« Passion » : Nathalie Dessay embrase le Théâtre du Châtelet d’une noirceur fiévreuse !
Après A Little Night Music (2010), Sweeney Todd (2011) Sunday in the Park with George (2013) et Into the Woods (2014), Jean-Luc Choplin s’est donné pour mission de nous faire (re) découvrir le travail de Stephen Sondheim. Pour cette nouvelle saison, il présente « Passion », certainement l’une des œuvres les plus atypiques du compositeur américain.
Stephen Sondheim a retranscrit l’histoire entre la théâtralité familière d’un musical et l’extravagante flamboyance d’un opéra, créant une œuvre qui s’avère être un petit bijou lyrique. La partition enchaîne les envolées mélodiques pour exprimer, crescendo, les émotions extrêmes des personnages. Tiré du livre d’Iginio Ugo Tarchetti, écrivain italien du XIXe siècle, puis adapté au cinéma par Ettore Scola en 1981 sous le titre « Passione d’amore », « Passion » raconte l’histoire d’un bel officier qui au départ pris de passion pour sa jeune et belle maîtresse Clara va tomber amoureux d’une femme laide, violente et désespérée. L’intrigue et l’embrasement des sentiments montent crescendo à travers les échanges de lettres entre ces trois protagonistes.
Clara est belle, Fosca est laide, minée par une mélancolie maladive et sujette à de violentes crises d’hystérie . Son cousin, le colonel Ricci, qui commande la garnison du nord de l’Italie où Giorgio a été muté, veille sur elle. Fosca tombe passionnément amoureuse du jeune militaire… Dès le premier acte le rideau se lève sur une scène d’amour torride entre le capitaine Giorgio Bachetti et sa maîtresse la ravissante Clara.
Dès les premières mesures, nous voilà plongé au cœur l’intrigue de cette tragédie musicale où l’intrigue se développe dans une tension permanente entre les trois personnages principaux Giorgio, Clara et Fosca.
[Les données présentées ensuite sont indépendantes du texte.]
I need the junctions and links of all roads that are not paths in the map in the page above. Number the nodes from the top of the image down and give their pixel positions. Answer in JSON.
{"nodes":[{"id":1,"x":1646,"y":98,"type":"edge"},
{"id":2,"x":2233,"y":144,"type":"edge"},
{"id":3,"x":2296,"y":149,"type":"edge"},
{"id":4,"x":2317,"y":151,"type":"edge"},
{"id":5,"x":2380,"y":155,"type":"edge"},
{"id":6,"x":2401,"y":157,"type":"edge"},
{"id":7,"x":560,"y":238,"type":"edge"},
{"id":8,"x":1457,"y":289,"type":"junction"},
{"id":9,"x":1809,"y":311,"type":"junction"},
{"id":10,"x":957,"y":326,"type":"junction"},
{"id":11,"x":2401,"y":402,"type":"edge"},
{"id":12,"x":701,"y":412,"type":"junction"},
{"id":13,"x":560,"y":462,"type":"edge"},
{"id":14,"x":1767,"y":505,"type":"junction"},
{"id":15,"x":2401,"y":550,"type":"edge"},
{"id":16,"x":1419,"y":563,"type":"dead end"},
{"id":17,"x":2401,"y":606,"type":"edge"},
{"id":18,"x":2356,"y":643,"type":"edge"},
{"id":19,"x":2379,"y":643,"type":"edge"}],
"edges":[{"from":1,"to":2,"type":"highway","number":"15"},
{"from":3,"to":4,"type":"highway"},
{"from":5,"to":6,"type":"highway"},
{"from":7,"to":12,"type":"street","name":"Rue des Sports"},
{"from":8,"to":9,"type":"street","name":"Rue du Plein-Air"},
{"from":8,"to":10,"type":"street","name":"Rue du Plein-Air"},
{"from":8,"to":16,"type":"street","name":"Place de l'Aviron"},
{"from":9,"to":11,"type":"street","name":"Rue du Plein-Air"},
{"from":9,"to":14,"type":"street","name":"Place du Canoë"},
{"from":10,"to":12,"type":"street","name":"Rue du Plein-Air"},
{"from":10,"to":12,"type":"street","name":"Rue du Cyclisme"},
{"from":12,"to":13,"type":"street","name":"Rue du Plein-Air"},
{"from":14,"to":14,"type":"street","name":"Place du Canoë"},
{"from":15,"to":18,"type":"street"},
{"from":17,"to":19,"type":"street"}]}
Scène après scène, nous sommes les témoins d’une sombre et tragique histoire d’amour où la psyché malade, la douleur et la folie conduiront l’héroïne à la mort. Des toiles noires et blanches géantes scindent l’espace comme des écrans et recouvrent le plateau dénudé.
Ici le décor est sobre, sans artifice, comme pour mieux laisser transparaître la « passion » dévorante de Fosca interprétée magnifiquement par Nathalie Dessay. Durant 1h45 sans entracte, la mise en scène est réglée au millimètre comme dans un long métrage, rythmée par ces envolées de mélodies radieuses régulièrement entrecoupées des roulements de tambours nous rappelant à la réalité que l’histoire se déroule dans une caserne.
L’interprétation de Nathalie Dessay est saisissante en Fosca femme hystérique et malheureuse qui harcèle Giorgio jusque dans ces rêves et devient cet ange de la mort aux ailes déployées magnifiques. La soprano lyrique donne de la gravité à cette femme fragile qui vit sa vie par procuration. C’est joué, chanté, crié avec un tel engagement, on ne peut qu’être saisi par l’histoire tragique de son personnage Fosca. Mais bien sûr ce bel ensemble repose avant tout sur la magnifique partition de Sondheim, sur ces mélodies inoubliables. Le librettiste de West Side Story démontre une fois encore ce don certain pour les belles mélodies, les arrangements symphoniques éblouissants. On se délecte aussi de cette somptueuse chorégraphie quand la jeune Fosca raconte l’histoire tragique de sa vie qui l’aura mené à la folie.
Comédienne sensible aux histoires d’amour sentiments extrêmes Fanny Ardant signe une mise en scène très sobre invitant le spectateur à se concentrer sur le jeu et la musique. Si on ajoute à cela les décors noir et blanc de Guillaume Durrieu , les magnifiques costumes d’époque de Milena Canonero et une direction d’orchestre confiée à Andy Einhorn, on ressort hypnotisé, pris par le charme vénéneux de cette belle production. Et comme le dit Fosca « Mourir aimée, c’est avoir vécue ».
Du 16 au 24 Mars 2016 – Théâtre du Châtelet. Place du Châtelet, 1er. Tél. 01 40 28 28 40. A 15h00, 16h00 et 20h00. De 25 à 89 €.